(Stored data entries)
::::

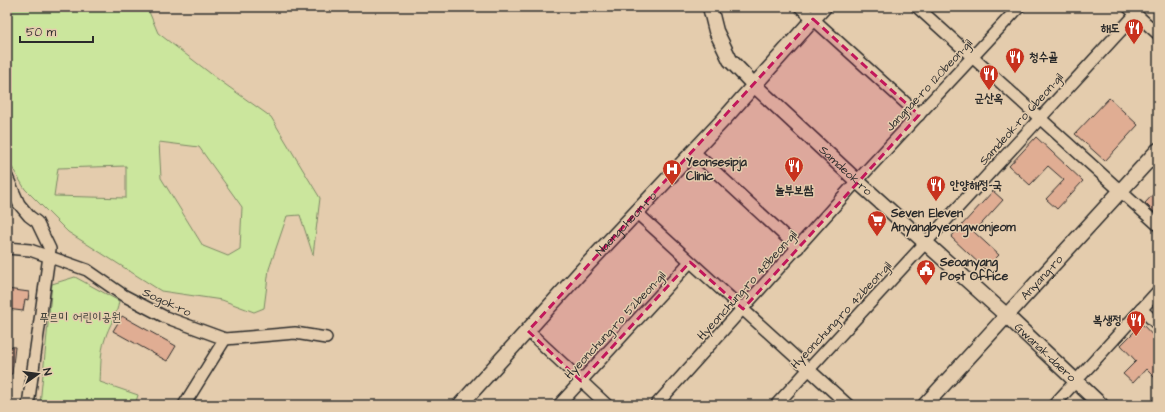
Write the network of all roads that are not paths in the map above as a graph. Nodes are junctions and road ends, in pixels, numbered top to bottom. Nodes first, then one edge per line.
1 (710, 7) edge
2 (800, 7) edge
3 (824, 7) edge
4 (917, 7) edge
5 (1019, 7) edge
6 (1132, 10) edge
7 (813, 19) junction
8 (1158, 34) edge
9 (973, 57) junction
10 (754, 85) junction
11 (919, 115) junction
12 (1039, 118) junction
13 (1158, 150) edge
14 (693, 151) junction
15 (7, 177) edge
16 (857, 181) junction
17 (1120, 192) junction
18 (636, 212) junction
19 (1158, 225) edge
20 (926, 243) junction
21 (7, 248) edge
22 (798, 248) junction
23 (50, 257) junction
24 (690, 262) junction
25 (1158, 291) edge
26 (743, 309) junction
27 (1141, 309) junction
28 (1007, 316) junction
29 (1158, 325) edge
30 (528, 331) junction
31 (326, 338) dead end
32 (225, 339) junction
33 (808, 369) junction
34 (581, 381) junction
35 (1075, 382) junction
36 (28, 405) edge
37 (184, 405) edge
38 (460, 405) edge
39 (559, 405) edge
40 (607, 405) edge
41 (656, 405) edge
42 (776, 405) edge
43 (848, 405) edge
44 (925, 405) edge
45 (1054, 405) edge
46 (1101, 405) edge

1 - 10 street, Samdeok-ro
2 - 7 street
3 - 7 street, Naengcheon-ro
4 - 9 street
5 - 9 street, Jangnae-ro 120beon-gil
6 - 8 street
6 - 12 street, Samdeok-ro 6beon-gil
7 - 10 street, Naengcheon-ro
7 - 11 street
9 - 11 street, Jangnae-ro 120beon-gil
9 - 12 street
10 - 14 street, Naengcheon-ro
10 - 16 street, Samdeok-ro
11 - 16 street, Jangnae-ro 120beon-gil
12 - 17 street
12 - 20 street, Samdeok-ro 6beon-gil
13 - 17 street, Anyang-ro
14 - 18 street, Naengcheon-ro
14 - 22 street
15 - 23 street
16 - 20 street, Samdeok-ro
16 - 22 street, Hyeonchung-ro 48beon-gil
17 - 19 street
17 - 28 street, Anyang-ro
18 - 24 street
18 - 30 street, Naengcheon-ro
20 - 28 street, Samdeok-ro
20 - 33 street, Hyeonchung-ro 42beon-gil
21 - 23 street, Sogok-ro
22 - 26 street, Hyeonchung-ro 48beon-gil
23 - 32 street, Sogok-ro
23 - 36 street
24 - 26 street
24 - 34 street, Hyeonchung-ro 52beon-gil
25 - 27 street
26 - 33 street
26 - 41 street, Hyeonchung-ro 48beon-gil
27 - 29 street
27 - 35 street
28 - 35 street, Gwanak-daero
28 - 44 street, Anyang-ro
30 - 34 street
30 - 38 street, Naengcheon-ro
31 - 32 street, Sogok-ro
32 - 37 street
33 - 42 street, Hyeonchung-ro 42beon-gil
33 - 43 street
34 - 39 street, Hyeonchung-ro 52beon-gil
34 - 40 street
35 - 45 street
35 - 46 street, Gwanak-daero

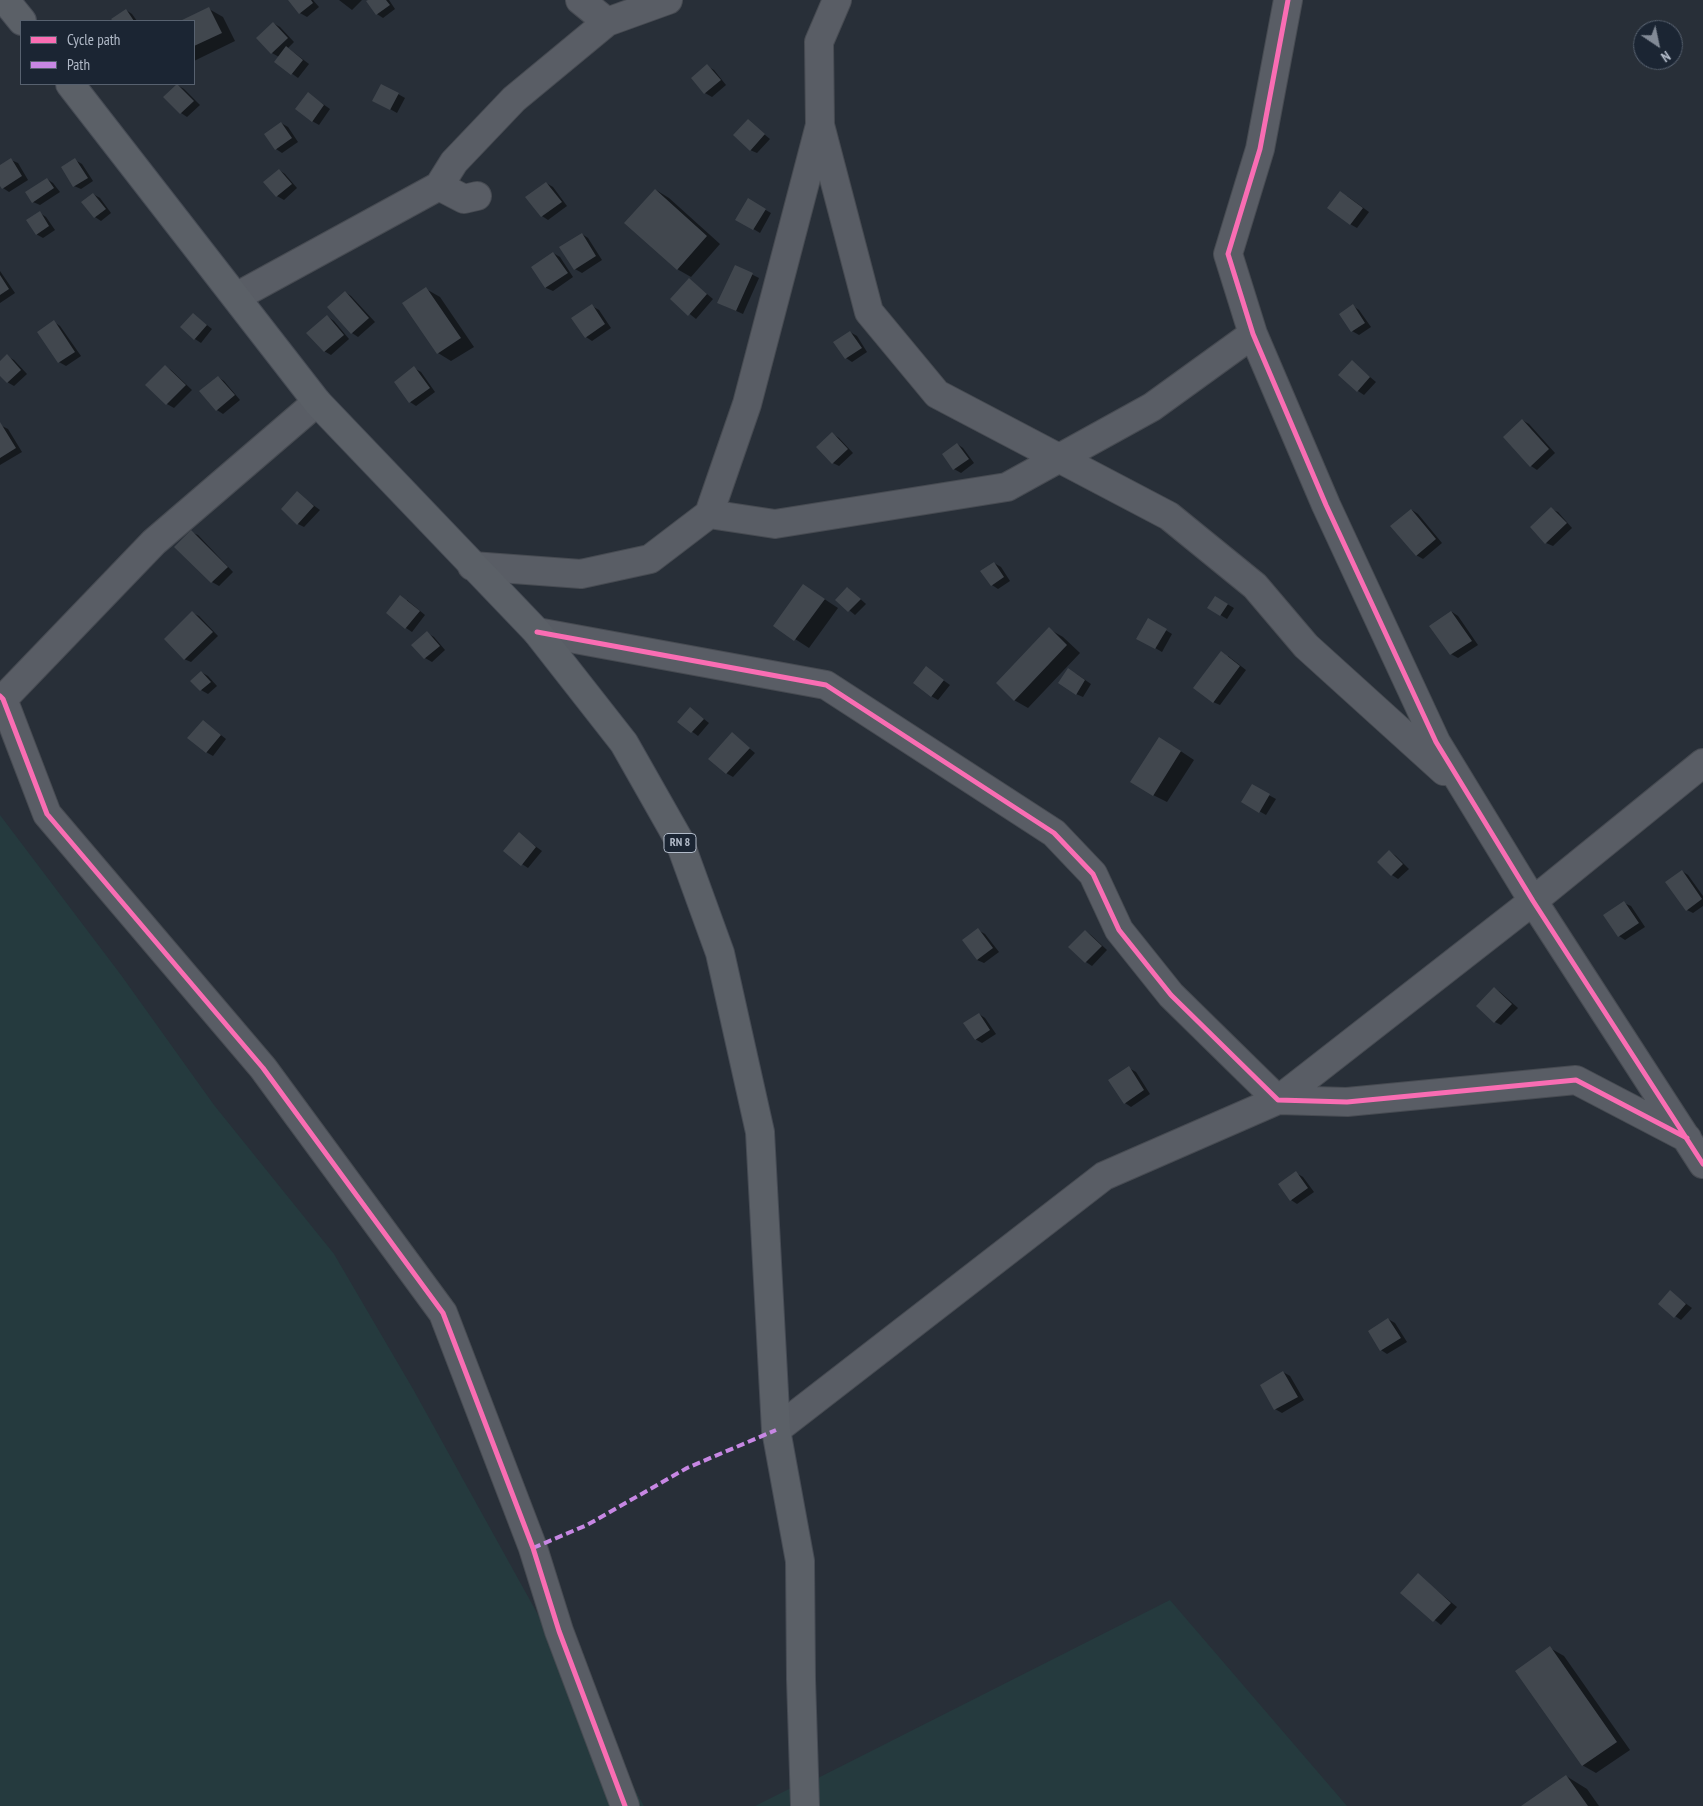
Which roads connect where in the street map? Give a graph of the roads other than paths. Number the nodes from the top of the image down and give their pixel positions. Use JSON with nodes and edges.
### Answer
{"nodes":[{"id":1,"x":5,"y":0,"type":"edge"},
{"id":2,"x":580,"y":0,"type":"edge"},
{"id":3,"x":668,"y":0,"type":"edge"},
{"id":4,"x":838,"y":0,"type":"edge"},
{"id":5,"x":1288,"y":0,"type":"edge"},
{"id":6,"x":21,"y":20,"type":"edge"},
{"id":7,"x":607,"y":22,"type":"junction"},
{"id":8,"x":71,"y":85,"type":"edge"},
{"id":9,"x":820,"y":125,"type":"junction"},
{"id":10,"x":439,"y":186,"type":"junction"},
{"id":11,"x":477,"y":196,"type":"dead end"},
{"id":12,"x":236,"y":297,"type":"junction"},
{"id":13,"x":1253,"y":334,"type":"junction"},
{"id":14,"x":317,"y":402,"type":"junction"},
{"id":15,"x":1059,"y":458,"type":"junction"},
{"id":16,"x":709,"y":514,"type":"junction"},
{"id":17,"x":472,"y":566,"type":"junction"},
{"id":18,"x":537,"y":632,"type":"junction"},
{"id":19,"x":2,"y":697,"type":"edge"},
{"id":20,"x":1703,"y":763,"type":"edge"},
{"id":21,"x":1466,"y":790,"type":"junction"},
{"id":22,"x":1534,"y":901,"type":"junction"},
{"id":23,"x":1278,"y":1100,"type":"junction"},
{"id":24,"x":1687,"y":1138,"type":"junction"},
{"id":25,"x":1703,"y":1164,"type":"edge"},
{"id":26,"x":776,"y":1430,"type":"junction"},
{"id":27,"x":625,"y":1806,"type":"edge"},
{"id":28,"x":805,"y":1806,"type":"edge"}],
"edges":[{"from":1,"to":6,"type":"main road"},
{"from":2,"to":7,"type":"street"},
{"from":3,"to":7,"type":"street"},
{"from":4,"to":9,"type":"street"},
{"from":5,"to":13,"type":"street"},
{"from":7,"to":10,"type":"street"},
{"from":8,"to":12,"type":"main road","number":"RN 8"},
{"from":9,"to":15,"type":"street"},
{"from":9,"to":16,"type":"street"},
{"from":10,"to":11,"type":"street"},
{"from":10,"to":12,"type":"street"},
{"from":12,"to":14,"type":"main road","number":"RN 8"},
{"from":13,"to":15,"type":"street"},
{"from":13,"to":21,"type":"street"},
{"from":14,"to":17,"type":"main road","number":"RN 8"},
{"from":14,"to":19,"type":"street"},
{"from":15,"to":16,"type":"street"},
{"from":15,"to":21,"type":"street"},
{"from":16,"to":17,"type":"street"},
{"from":17,"to":18,"type":"main road","number":"RN 8"},
{"from":18,"to":23,"type":"street"},
{"from":18,"to":26,"type":"main road","number":"RN 8"},
{"from":19,"to":27,"type":"street"},
{"from":20,"to":22,"type":"street"},
{"from":21,"to":22,"type":"street"},
{"from":22,"to":23,"type":"street"},
{"from":22,"to":24,"type":"street"},
{"from":23,"to":24,"type":"street"},
{"from":23,"to":26,"type":"street"},
{"from":24,"to":25,"type":"street"},
{"from":26,"to":28,"type":"main road","number":"RN 8"}]}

::::

Where a line of the records above holds the word "edges", copy that line.

### Task solution
Which roads connect where in the street map? Give a graph of the roads other than paths. Number the nodes from the top of the image down and give their pixel positions. Use JSON with nodes and edges.
"edges":[{"from":1,"to":6,"type":"main road"},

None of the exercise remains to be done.